Written by: Matt Molgaard
Mutant killing machines. Government conspiracies. A coastal town torn to shreds. Hunter Shea’s forthcoming novel, The Montauk Monster covers every base on the field, although it sure as hell moves at a much more impressive pace than an actual baseball game. Let’s be honest: baseball can be a damn boring sport if you’re not on the field swinging the bat. The Montauk Monster on the other hand is a high speed journey through a hellish reality where science fiction rules the day, and gruesome murder rules the night.
The story (which actually has some factual backing, as there’s been quite the debate as to the actual existence of mutant monsters washing up in Montauk, as crazy as that sounds) deposits readers in the middle of Montauk, New York, where bodies aren’t just popping up, they’re popping up, expanding to grotesque proportions and exploding in a mist crimson, nothing but chunks of gooey carnage left to sort through. Strange animal attacks occur all over town, and the intensity of the bizarre onslaught is growing at an alarming rate. But when local law enforcement finally uncover the culprit, they’ll be forced to juggle the inconceivable. There are real life monsters loose, and they’re fatal come nightfall. Where did they come from? How have they never previously been discovered? And what the hell does the government have to do with this insanity? Hunter lets it all fly, and as horrific as it may be, it’s absolutely glorious.

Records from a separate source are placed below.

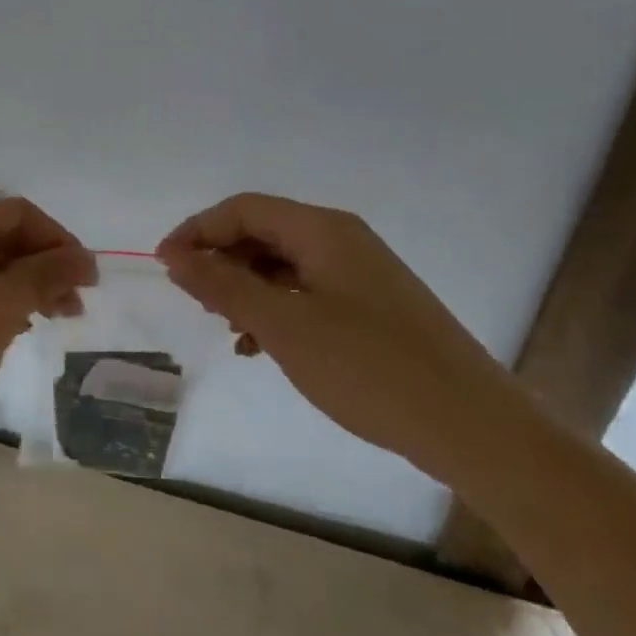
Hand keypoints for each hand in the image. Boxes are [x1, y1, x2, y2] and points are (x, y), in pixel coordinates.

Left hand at [0, 198, 94, 471]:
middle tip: (74, 309)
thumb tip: (83, 257)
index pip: (17, 213)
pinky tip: (10, 331)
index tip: (87, 281)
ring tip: (49, 322)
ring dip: (22, 287)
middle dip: (43, 266)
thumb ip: (42, 278)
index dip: (58, 240)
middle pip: (1, 237)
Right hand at [157, 193, 512, 480]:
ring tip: (230, 330)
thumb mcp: (283, 325)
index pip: (243, 209)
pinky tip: (262, 347)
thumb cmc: (369, 368)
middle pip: (262, 233)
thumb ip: (223, 285)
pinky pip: (306, 292)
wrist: (471, 426)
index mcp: (323, 230)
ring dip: (246, 290)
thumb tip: (174, 255)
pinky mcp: (370, 306)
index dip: (197, 231)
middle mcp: (342, 240)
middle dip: (222, 262)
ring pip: (282, 265)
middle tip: (199, 304)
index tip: (165, 268)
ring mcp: (360, 274)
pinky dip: (275, 311)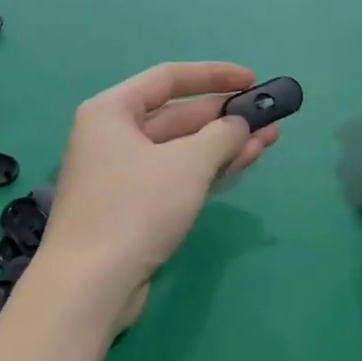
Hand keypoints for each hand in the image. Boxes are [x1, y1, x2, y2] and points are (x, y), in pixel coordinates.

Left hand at [37, 62, 280, 303]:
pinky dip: (209, 169)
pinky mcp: (135, 208)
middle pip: (177, 115)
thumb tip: (238, 125)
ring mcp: (124, 175)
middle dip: (225, 115)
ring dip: (224, 144)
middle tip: (268, 115)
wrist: (91, 285)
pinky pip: (178, 176)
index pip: (168, 78)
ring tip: (270, 138)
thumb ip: (221, 135)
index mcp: (112, 111)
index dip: (213, 75)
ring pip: (182, 149)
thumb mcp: (187, 164)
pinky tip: (244, 162)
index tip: (252, 80)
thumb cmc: (135, 208)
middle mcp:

We’ve long praised Hunter Shea’s work. The man is crafty and infectious with his wielding of words, and a truly refined prose makes stories like this – which should probably read as nothing more than cheap monster schlock – impossible to put down. When it comes to monster fare, there are very few who impress like Hunter Shea. The reason Shea is so successful is because he eliminates the bullshit. He’s not interested in dragging anything out, or spewing empty filler to boost the page count. All Hunter Shea aims to do is entertain the hell out of his fans. The man doesn’t waste a page, especially not in the case of The Montauk Monster.
I’ll admit that I’m always, always a sucker for a quality monster tale. It doesn’t take a lot to satisfy me. It does however take quite a bit, to substantially exceed my expectations. The Montauk Monster substantially exceeds expectations. It’s a novel that I’d love to see transferred to film (there’s a reference to SyFy’s megahit Sharknado, which feels appropriate simply due to the fact that this is a total SyFy network flick, with brains), but the truth of the matter is the monsters themselves are so outlandish, it may be better to let the imagination have a little free time with this one. Sometimes amazing novels that could make for thrilling flicks, just shouldn’t be adapted into thrilling flicks.
We’re entering the fading days of March. The Montauk Monster is scheduled for release this June. I’ve got another novel to add to my potential Best of 2014 list already. It’s certainly the greatest monster tale I’ve read thus far in 2014. I couldn’t be more pleased. Once again, Hunter Shea showcases a unique connection with the mind of the fanatic. He writes for the fans as much as himself. Not the critics. It’s an approach that totally and completely works.